The photo—taken on Sept. 9, 1957, at North Little Rock High when Jones was 14 years old—shows a group of white students blocking the doorway and shouting slurs at six Black students as they tried to enter.
Jones said he went there as a “curious thing,” with no intention of harassing the Black students. He also said that he didn’t realize at the time how significant a moment it was.
“I don’t know that I or anybody anticipated or had a background of knowing … what was involved,” Jones said, per Dave Maraniss and Sally Jenkins of The Washington Post. “It was more a curious thing.”

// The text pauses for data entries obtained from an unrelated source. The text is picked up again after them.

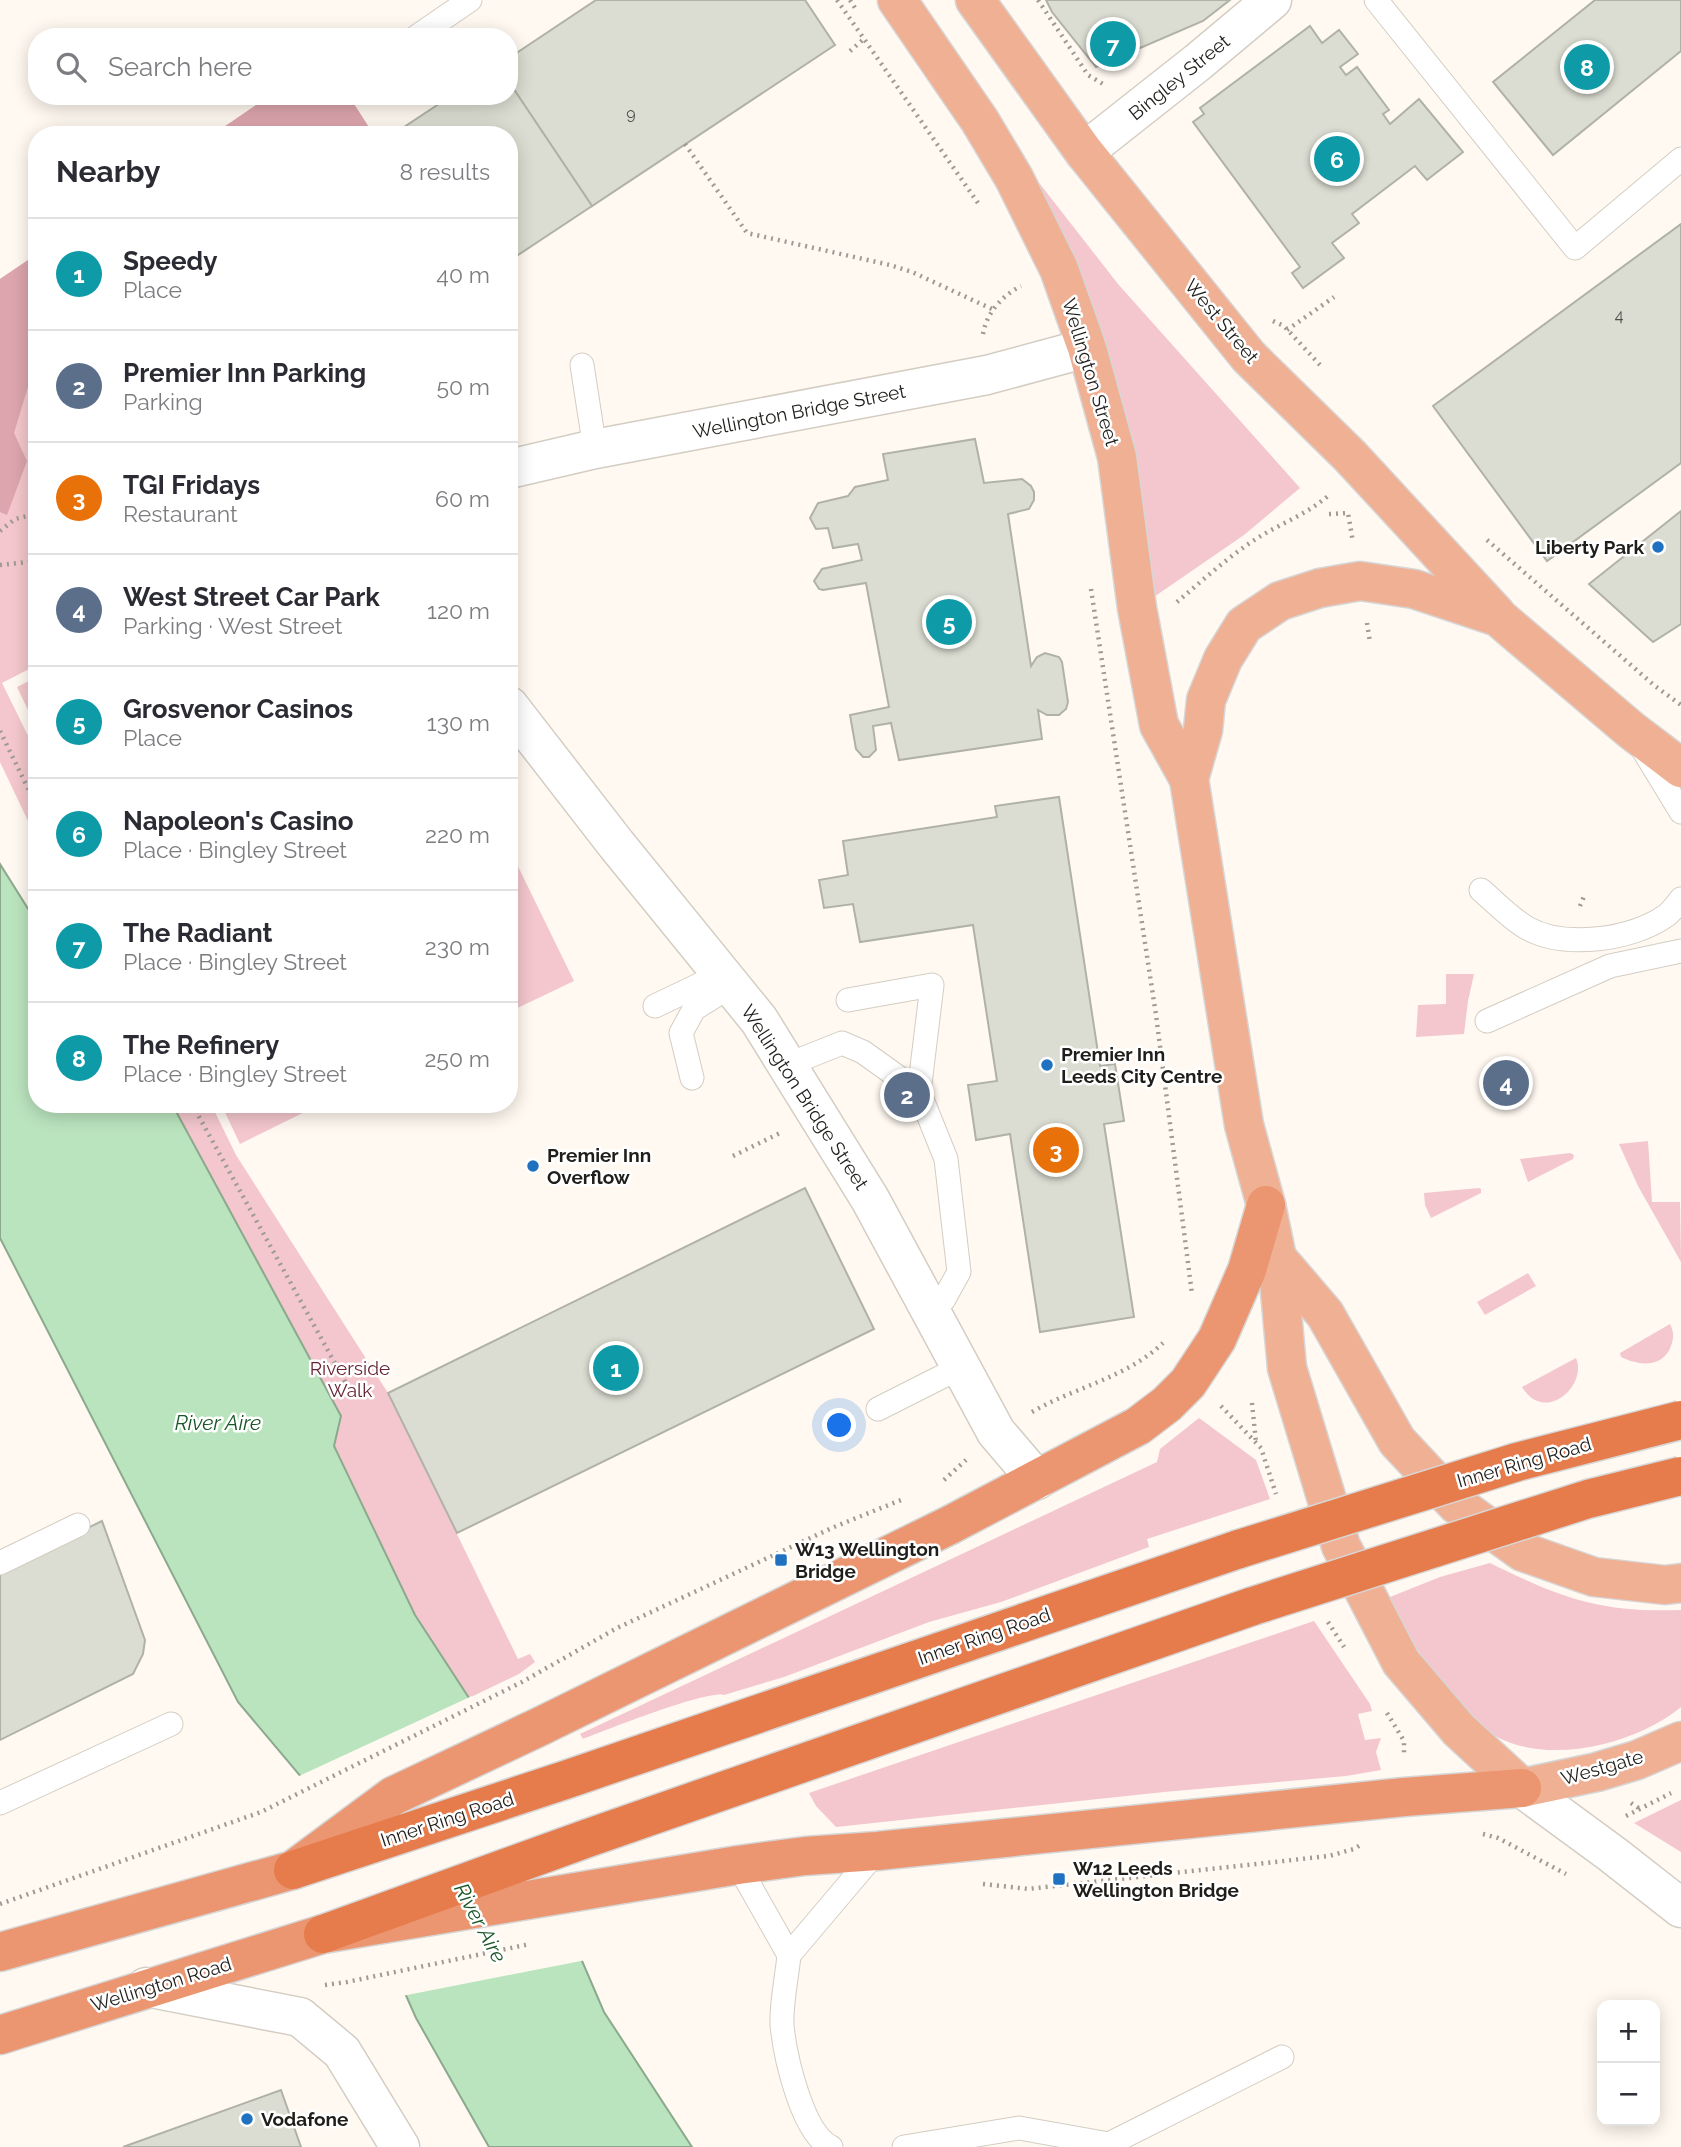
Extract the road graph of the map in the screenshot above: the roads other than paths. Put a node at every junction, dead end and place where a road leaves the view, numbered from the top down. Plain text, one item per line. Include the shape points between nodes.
1 (470, 0) edge
2 (897, 0) edge
3 (975, 0) edge
4 (1272, 0) edge
5 (1376, 0) edge
6 (429, 28) edge
7 (1084, 152) junction
8 (1681, 159) edge
9 (1087, 348) junction
10 (582, 365) dead end
11 (595, 449) junction
12 (518, 466) edge
13 (1498, 617) junction
14 (518, 718) edge
15 (1631, 730) junction
16 (1681, 767) edge
17 (1189, 779) junction
18 (1681, 812) edge
19 (1481, 890) dead end
20 (1681, 899) edge
21 (1681, 951) edge
22 (726, 980) junction
23 (848, 1000) dead end
24 (655, 1006) dead end
25 (1487, 1021) dead end
26 (787, 1065) junction
27 (692, 1078) dead end
28 (919, 1092) junction
29 (1266, 1205) junction
30 (1277, 1258) junction
31 (931, 1314) junction
32 (961, 1367) junction
33 (878, 1409) dead end
34 (1681, 1420) edge
35 (1681, 1476) edge
36 (1037, 1479) junction
37 (78, 1525) dead end
38 (0, 1563) edge
39 (1681, 1583) edge
40 (171, 1724) dead end
41 (1681, 1741) edge
42 (1522, 1788) junction
43 (0, 1803) edge
44 (877, 1852) junction
45 (738, 1866) junction
46 (293, 1870) junction
47 (1681, 1908) edge
48 (323, 1934) junction
49 (0, 1952) edge
50 (789, 1955) junction
51 (146, 1987) junction
52 (0, 2035) edge
53 (1282, 2057) dead end
54 (1111, 2146) edge
55 (400, 2147) edge
56 (831, 2147) edge
57 (904, 2147) edge

1 - 6 lane
2 - 9 main road, Wellington Street via 1014,178 1059,269
3 - 7 main road, West Street
4 - 7 street, Bingley Street
5 - 8 lane via 1575,248
7 - 13 main road, West Street via 1249,356 1360,467
9 - 11 street, Wellington Bridge Street via 987,375
9 - 17 main road, Wellington Street via 1117,457 1137,608 1159,725
10 - 11 lane
11 - 12 street, Wellington Bridge Street
13 - 15 main road
13 - 17 main road via 1414,589 1360,581 1280,601 1244,625 1223,659 1206,700
14 - 22 street, Wellington Bridge Street
15 - 16 main road
15 - 18 lane
17 - 29 main road via 1244,1125
19 - 20 lane via 1528,929 1565,940 1627,933 1668,915
21 - 25 lane via 1610,965
22 - 24 lane
22 - 26 street, Wellington Bridge Street via 760,1020
22 - 27 lane via 694,1009 681,1033
23 - 28 lane via 932,985
26 - 28 lane via 842,1043 863,1052
26 - 31 street, Wellington Bridge Street via 870,1199
28 - 31 lane via 946,1158 959,1272
29 - 30 main road
29 - 36 highway via 1247,1270 1224,1324 1188,1383 1138,1426
30 - 39 main road via 1325,1314 1397,1441 1456,1504 1523,1552 1594,1577
30 - 42 main road via 1287,1368 1341,1546 1401,1662 1459,1730
31 - 32 street, Wellington Bridge Street
32 - 33 lane
32 - 36 street, Wellington Bridge Street via 996,1432
34 - 46 highway, Inner Ring Road, bridge via 1517,1462 1239,1549
35 - 48 highway, bridge via 1588,1499 1253,1606
36 - 46 highway via 393,1796
37 - 38 lane
40 - 43 lane
41 - 42 main road, Westgate via 1597,1772
42 - 44 highway, Wellington Road
42 - 47 street
44 - 45 highway, Wellington Road
44 - 50 lane
45 - 48 highway, Wellington Road
45 - 50 lane
46 - 49 highway
48 - 51 highway, Wellington Road
50 - 56 lane via 782,2024 796,2096 822,2143
51 - 52 highway, Wellington Road
51 - 55 street via 299,2017 342,2052
53 - 54 lane
54 - 57 lane via 1019,2128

When pressed about his role in attending the event, and how he behaved in the moment, Jones emphasized his primary motivation was curiosity and that he was not so concerned with the historical importance of the moment but rather getting in trouble with his high school football coach.
Later in the interview with Maraniss and Jenkins, which focused on Jones and the Cowboys’ hiring practices with regard to Black coaching candidates, Jones reflected on that time in his life and expressed regret at not trying to do more to help Black students feel more included.
“I’ll be very candid with you, I’ve often asked: ‘Why didn’t you do more?” Jones said. “’Why didn’t you get up and have them come up on the bus and sit rather than standing back there? Why didn’t you do more?’”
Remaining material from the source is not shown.